# Dual to dual

Just realized how double dual isn't really the original space even in simple Euclidean case (which I was aware of, but some how didn't feel I was understanding): with vector being a column $x\in\mathbb{R}^n$, dual a row $x^\top\in(\mathbb{R}^n)^*$, the double dual $x^{\top\top}$ is indeed a column, except when it acts on the rows in multiplication it goes TO THE RIGHT and not to the left:

\begin{equation*} \begin{split} x^\top(y) &= x^\top y,\\ x^{\top\top}(y^{\top}) &= y^\top x^{\top\top} = y^\top x. \end{split} \end{equation*}

This contrasts with rows acting on columns, where the dual (the row) acts from the left.

So exciting.

Update! It's much more than that! If we treat $\mathbb{R}^n$ as a manifold, it turns out then that its tangent space looks more like double dual $(\mathbb{R}^n)^{**}$ rather than $\mathbb{R}^n$ or $(\mathbb{R}^n)^*$, because when we consider a tangent vector acting on scalar functions $\mathbb{R}^n\to\mathbb{R}$ in the special -- linear -- case, the tangent goes on the right and it does so as a column.
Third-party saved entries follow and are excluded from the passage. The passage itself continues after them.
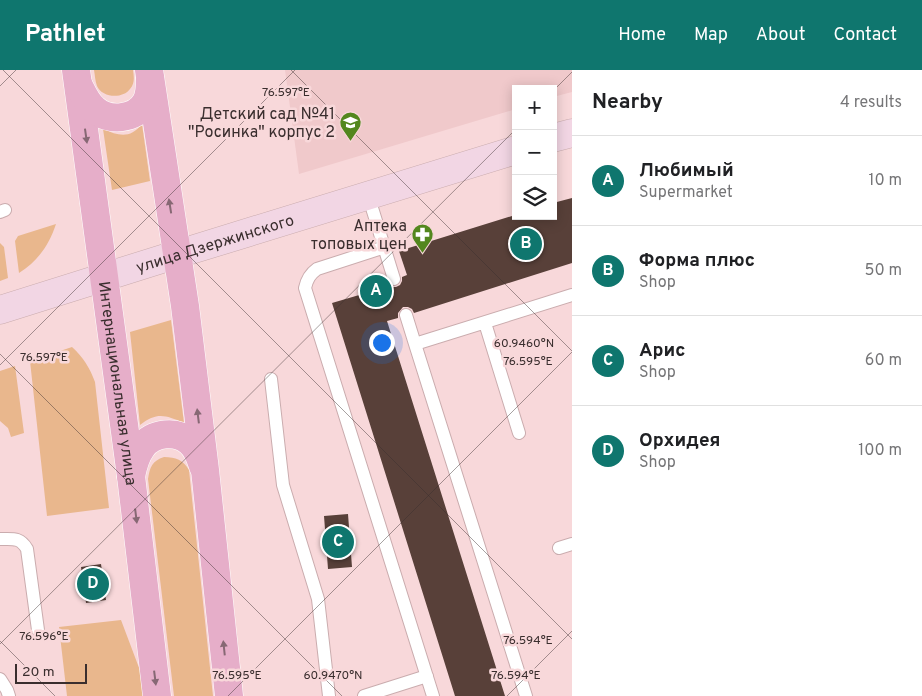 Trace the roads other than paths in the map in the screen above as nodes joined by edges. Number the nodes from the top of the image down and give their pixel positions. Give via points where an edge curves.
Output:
1 (150, 73) edge
2 (77, 78) edge
3 (572, 133) edge
4 (557, 137) edge
5 (512, 151) edge
6 (368, 195) junction
7 (384, 247) junction
8 (178, 254) junction
9 (104, 277) junction
10 (394, 279) dead end
11 (572, 295) edge
12 (0, 310) edge
13 (406, 315) dead end
14 (485, 323) junction
15 (415, 344) junction
16 (271, 379) dead end
17 (519, 433) dead end
18 (205, 470) junction
19 (131, 476) junction
20 (0, 539) edge
21 (572, 544) edge
22 (559, 548) dead end
23 (38, 630) dead end
24 (427, 676) junction
25 (0, 680) edge
26 (9, 696) edge
27 (157, 696) edge
28 (229, 696) edge
29 (328, 696) edge
30 (364, 696) edge
31 (433, 696) edge
32 (526, 696) edge

1 - 2 main road via 149,94 140,110 130,116 117,117 96,111 88,103
8 -> 1 main road
2 -> 9 main road, Интернациональная улица
3 - 4 street
5 - 6 street, улица Дзержинского
6 - 7 lane
6 - 8 street, улица Дзержинского
7 - 10 lane
7 - 24 lane via 317,269 304,288
8 - 9 street, улица Дзержинского
18 -> 8 main road
9 - 12 street, улица Дзержинского
9 - 19 main road, Интернациональная улица
11 - 14 lane
13 - 15 lane
14 - 15 lane
14 - 17 lane
15 - 32 lane
16 - 29 lane via 283,485 318,598
18 - 19 main road via 199,453 189,441 173,434 148,441 137,456
28 -> 18 main road
19 -> 27 main road, Интернациональная улица
20 - 23 lane via 16,539 27,549
21 - 22 lane
24 - 30 lane
24 - 31 lane
25 - 26 lane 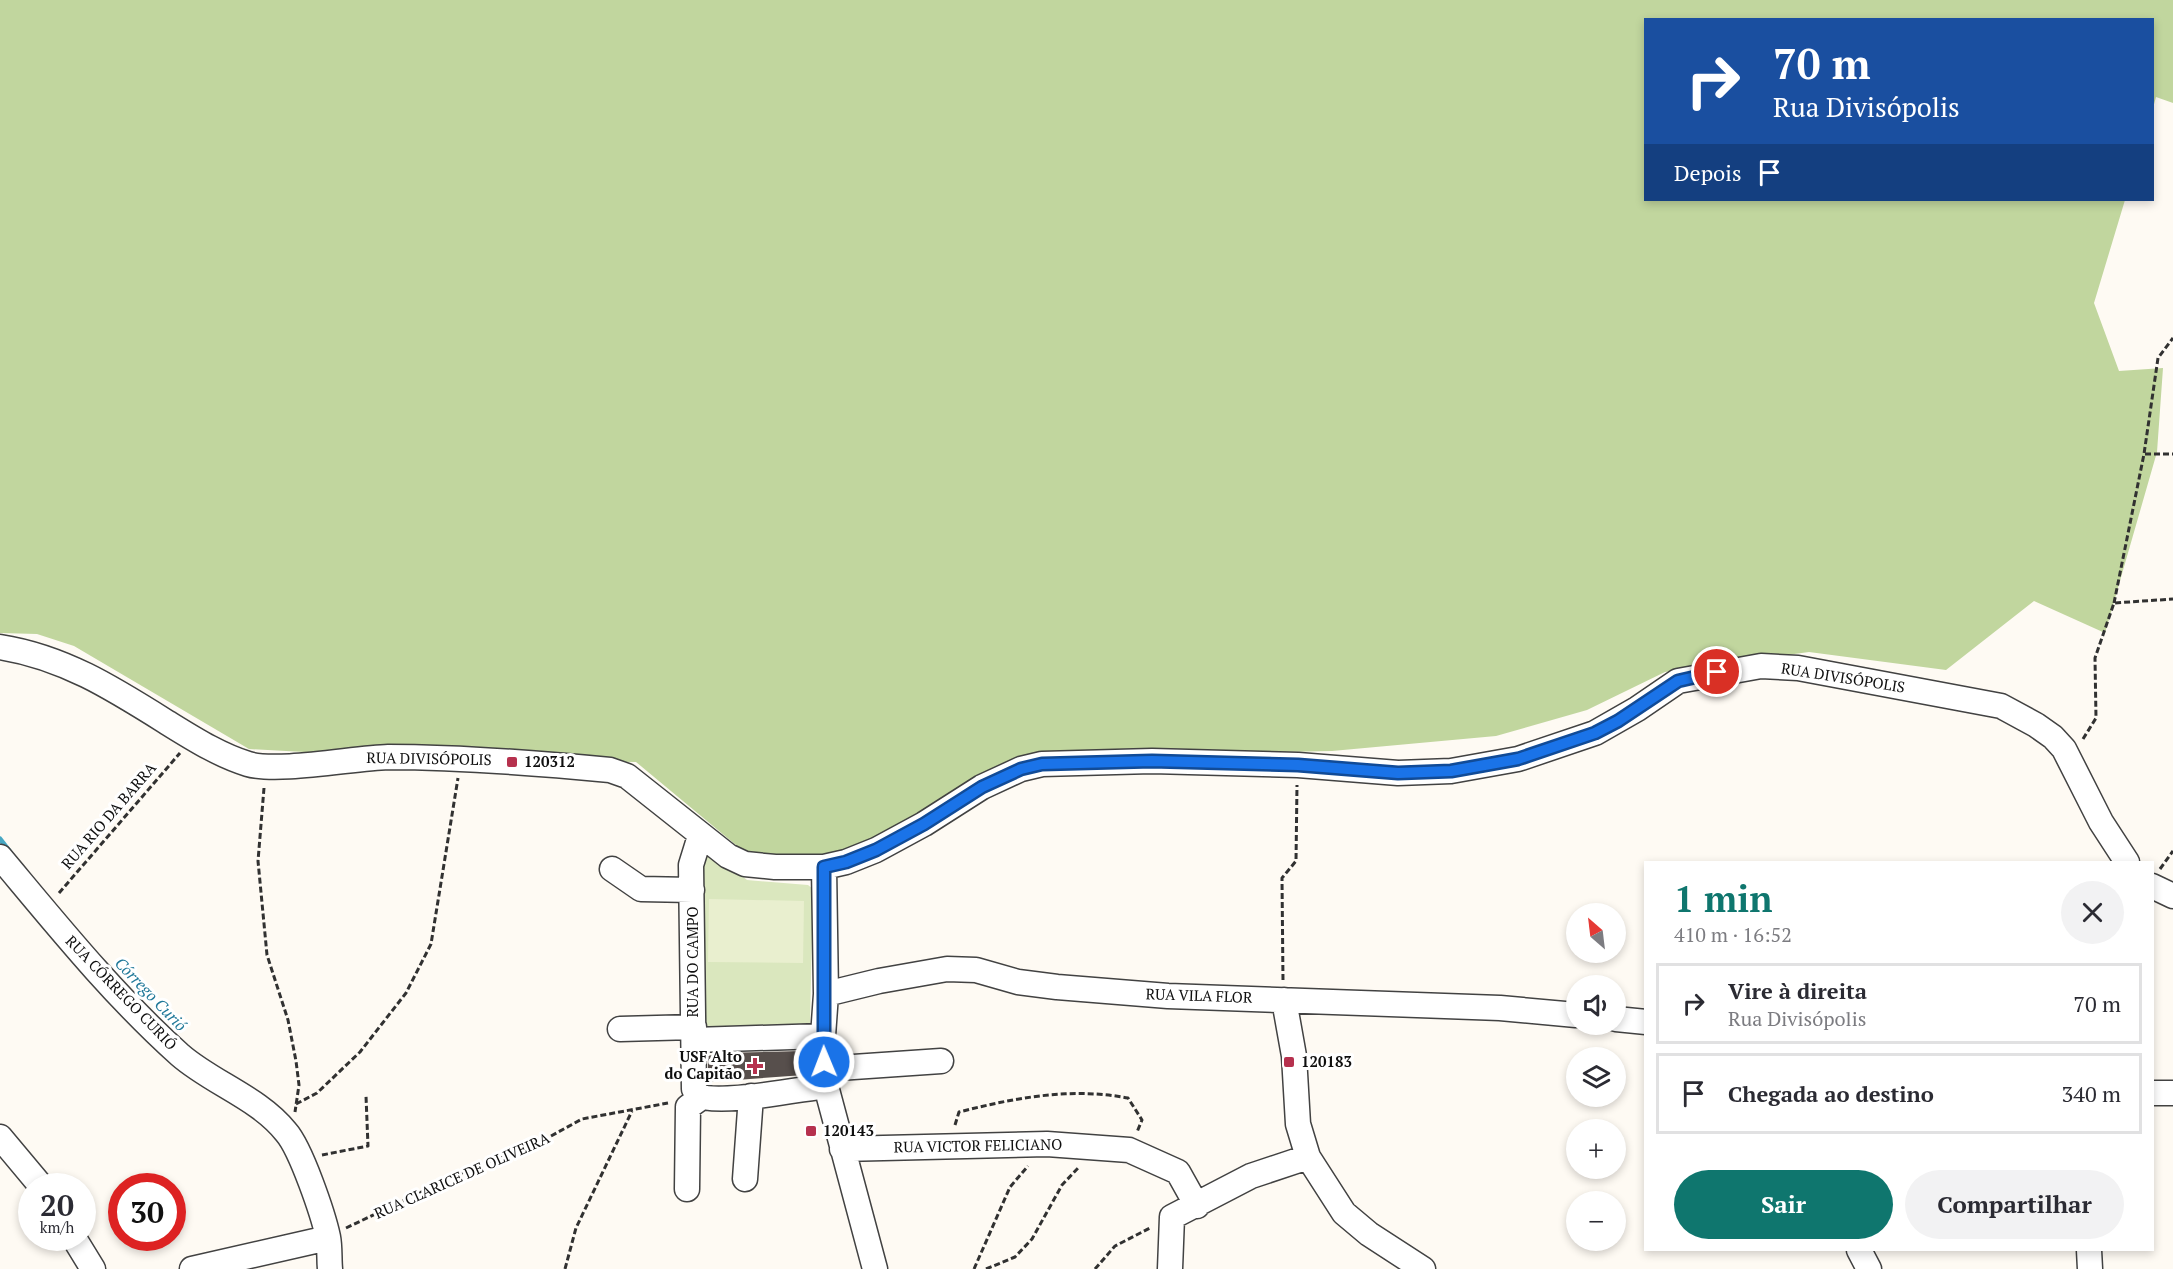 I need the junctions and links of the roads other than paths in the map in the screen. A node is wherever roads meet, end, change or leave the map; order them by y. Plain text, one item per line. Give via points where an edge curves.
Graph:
1 (0, 647) edge
2 (700, 836) junction
3 (0, 857) edge
4 (2126, 861) edge
5 (824, 867) junction
6 (612, 869) dead end
7 (2156, 878) edge
8 (692, 890) junction
9 (2173, 896) edge
10 (826, 994) junction
11 (1284, 1000) junction
12 (1566, 1014) edge
13 (1626, 1020) edge
14 (1644, 1022) edge
15 (620, 1029) dead end
16 (694, 1034) junction
17 (823, 1036) junction
18 (941, 1061) dead end
19 (825, 1078) junction
20 (698, 1093) junction
21 (2154, 1093) edge
22 (2173, 1093) edge
23 (751, 1096) junction
24 (0, 1137) edge
25 (842, 1149) junction
26 (1308, 1157) junction
27 (30, 1173) edge
28 (745, 1179) dead end
29 (687, 1190) dead end
30 (1197, 1206) junction
31 (328, 1238) junction
32 (82, 1251) edge
33 (1860, 1251) edge
34 (2089, 1251) edge
35 (93, 1269) edge
36 (192, 1269) edge
37 (330, 1269) edge
38 (875, 1269) edge
39 (1170, 1269) edge
40 (1423, 1269) edge
41 (1869, 1269) edge
42 (2090, 1269) edge

1 - 2 street, RUA DIVISÓPOLIS via 57,661 87,674 216,753 251,765 358,758 461,759 610,770 627,776
2 - 5 street, RUA DIVISÓPOLIS via 745,864
2 - 8 street, RUA DO CAMPO via 692,865
3 - 31 street, RUA CÓRREGO CURIÓ via 97,972 179,1054 270,1116 287,1133
4 - 5 street, RUA DIVISÓPOLIS via 2101,822 2070,759 2053,737 2001,706 1798,668 1761,666 1678,681 1595,733 1518,759 1451,771 1398,773 1298,765 1107,761 1042,764 982,787 876,850
5 - 10 street
6 - 8 street via 640,889
7 - 9 street
8 - 16 street, RUA DO CAMPO
10 - 11 street, RUA VILA FLOR via 947,969 976,970 1018,982 1077,989
10 - 17 street
11 - 12 street, RUA VILA FLOR
11 - 26 street via 1294,1056 1298,1124
13 - 14 street
15 - 16 street
16 - 17 street
16 - 20 street, RUA DO CAMPO
17 - 19 street
18 - 19 street
19 - 23 street
19 - 25 street
20 - 23 street
20 - 29 street via 688,1107
21 - 22 street
23 - 28 street
24 - 27 street
25 - 30 street, RUA VICTOR FELICIANO via 1047,1144 1118,1149 1178,1172
25 - 38 street
26 - 30 street via 1235,1183
26 - 40 street via 1344,1214
30 - 39 street via 1172,1217
31 - 36 street
31 - 37 street, RUA CÓRREGO CURIÓ
32 - 35 street
33 - 41 street
34 - 42 street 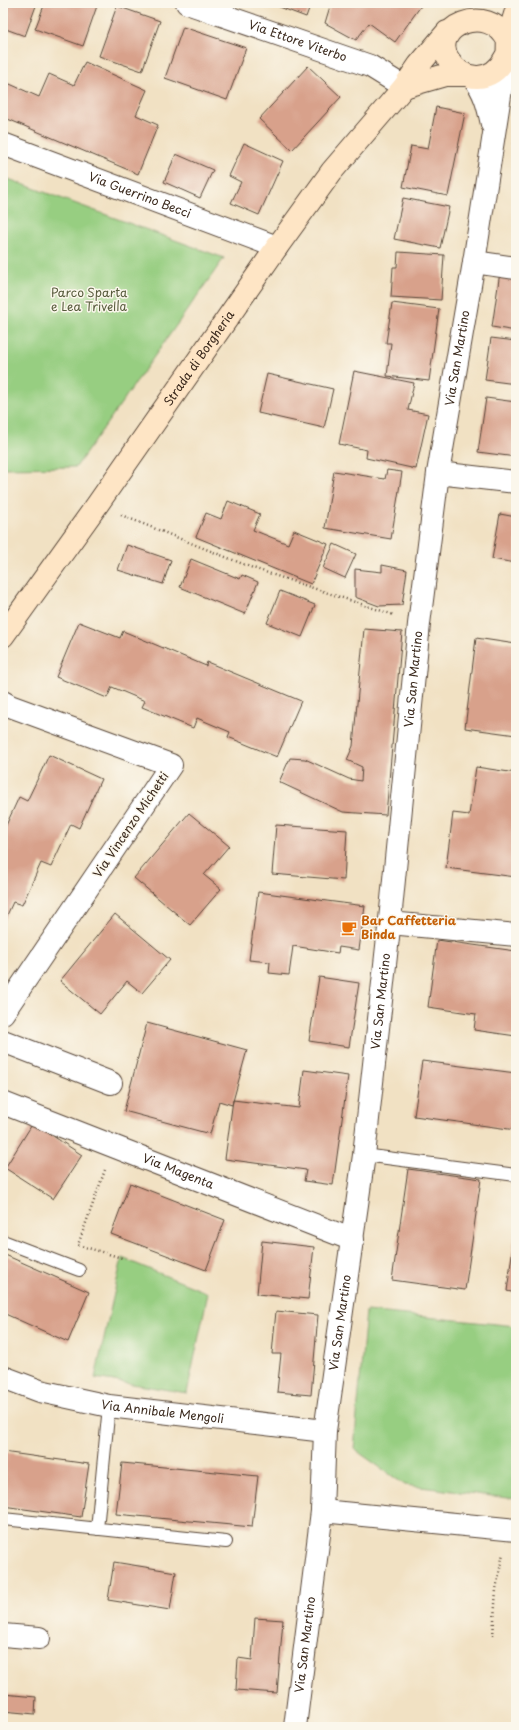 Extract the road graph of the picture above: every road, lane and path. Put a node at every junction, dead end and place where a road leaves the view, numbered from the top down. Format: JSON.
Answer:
{"nodes":[{"id":1,"x":187,"y":3,"type":"edge"},
{"id":2,"x":477,"y":8,"type":"edge"},
{"id":3,"x":516,"y":11,"type":"edge"},
{"id":4,"x":448,"y":32,"type":"junction"},
{"id":5,"x":507,"y":49,"type":"junction"},
{"id":6,"x":469,"y":76,"type":"junction"},
{"id":7,"x":404,"y":87,"type":"junction"},
{"id":8,"x":494,"y":133,"type":"junction"},
{"id":9,"x":3,"y":144,"type":"edge"},
{"id":10,"x":276,"y":247,"type":"junction"},
{"id":11,"x":474,"y":262,"type":"junction"},
{"id":12,"x":516,"y":268,"type":"edge"},
{"id":13,"x":438,"y":473,"type":"junction"},
{"id":14,"x":516,"y":482,"type":"edge"},
{"id":15,"x":97,"y":505,"type":"junction"},
{"id":16,"x":419,"y":624,"type":"junction"},
{"id":17,"x":3,"y":636,"type":"edge"},
{"id":18,"x":3,"y":702,"type":"edge"},
{"id":19,"x":390,"y":923,"type":"junction"},
{"id":20,"x":516,"y":935,"type":"edge"},
{"id":21,"x":3,"y":1013,"type":"edge"},
{"id":22,"x":3,"y":1041,"type":"edge"},
{"id":23,"x":111,"y":1083,"type":"dead end"},
{"id":24,"x":3,"y":1103,"type":"edge"},
{"id":25,"x":114,"y":1146,"type":"junction"},
{"id":26,"x":364,"y":1155,"type":"junction"},
{"id":27,"x":516,"y":1174,"type":"edge"},
{"id":28,"x":353,"y":1240,"type":"junction"},
{"id":29,"x":3,"y":1241,"type":"edge"},
{"id":30,"x":122,"y":1258,"type":"dead end"},
{"id":31,"x":79,"y":1270,"type":"dead end"},
{"id":32,"x":3,"y":1377,"type":"edge"},
{"id":33,"x":109,"y":1406,"type":"junction"},
{"id":34,"x":325,"y":1431,"type":"junction"},
{"id":35,"x":322,"y":1510,"type":"junction"},
{"id":36,"x":3,"y":1519,"type":"edge"},
{"id":37,"x":96,"y":1528,"type":"junction"},
{"id":38,"x":511,"y":1529,"type":"edge"},
{"id":39,"x":226,"y":1542,"type":"dead end"},
{"id":40,"x":3,"y":1635,"type":"edge"},
{"id":41,"x":493,"y":1636,"type":"dead end"},
{"id":42,"x":39,"y":1638,"type":"dead end"},
{"id":43,"x":294,"y":1727,"type":"edge"}],
"edges":[{"from":1,"to":7,"type":"street","name":"Via Ettore Viterbo"},
{"from":2,"to":4,"type":"street","name":"Strada di Borgheria"},
{"from":2,"to":5,"type":"street","name":"Strada di Borgheria"},
{"from":3,"to":5,"type":"street"},
{"from":4,"to":6,"type":"street"},
{"from":4,"to":7,"type":"street","name":"Strada di Borgheria"},
{"from":5,"to":6,"type":"street"},
{"from":5,"to":8,"type":"street","name":"Via San Martino"},
{"from":6,"to":7,"type":"street"},
{"from":6,"to":8,"type":"street","name":"Via San Martino"},
{"from":7,"to":10,"type":"street","name":"Strada di Borgheria"},
{"from":8,"to":11,"type":"street","name":"Via San Martino"},
{"from":9,"to":10,"type":"street","name":"Via Guerrino Becci"},
{"from":10,"to":15,"type":"street","name":"Strada di Borgheria"},
{"from":11,"to":12,"type":"street"},
{"from":11,"to":13,"type":"street","name":"Via San Martino"},
{"from":13,"to":14,"type":"street"},
{"from":13,"to":16,"type":"street","name":"Via San Martino"},
{"from":15,"to":16,"type":"path"},
{"from":15,"to":17,"type":"street","name":"Strada di Borgheria"},
{"from":16,"to":19,"type":"street","name":"Via San Martino"},
{"from":18,"to":21,"type":"street","name":"Via Vincenzo Michetti"},
{"from":19,"to":20,"type":"street"},
{"from":19,"to":26,"type":"street","name":"Via San Martino"},
{"from":22,"to":23,"type":"street"},
{"from":24,"to":25,"type":"street","name":"Via Magenta"},
{"from":25,"to":28,"type":"street","name":"Via Magenta"},
{"from":25,"to":30,"type":"path"},
{"from":26,"to":27,"type":"lane"},
{"from":26,"to":28,"type":"street","name":"Via San Martino"},
{"from":28,"to":34,"type":"street","name":"Via San Martino"},
{"from":29,"to":31,"type":"lane"},
{"from":32,"to":33,"type":"street","name":"Via Annibale Mengoli"},
{"from":33,"to":34,"type":"street","name":"Via Annibale Mengoli"},
{"from":33,"to":37,"type":"lane"},
{"from":34,"to":35,"type":"street","name":"Via San Martino"},
{"from":35,"to":38,"type":"street"},
{"from":35,"to":43,"type":"street","name":"Via San Martino"},
{"from":36,"to":37,"type":"lane"},
{"from":37,"to":39,"type":"lane"},
{"from":38,"to":41,"type":"path"},
{"from":40,"to":42,"type":"street"}]}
Take a scalar function $(\mathbb{R}^n)^* \ni a^\top : \mathbb{R}^n \to \mathbb{R}$. Then a tangent $X\in\mathcal{T}\mathbb{R}^n$ should act on $a$ from the right:

\begin{equation*} X(a) = \left.\partial_t(t\mapsto a(x) + a^\top t X)\right|_{t=0} = a^\top X. \end{equation*}

Here $x\in\mathbb{R}^n$ denotes $X\in\mathcal{T}\mathbb{R}^n$ casted to $\mathbb{R}^n$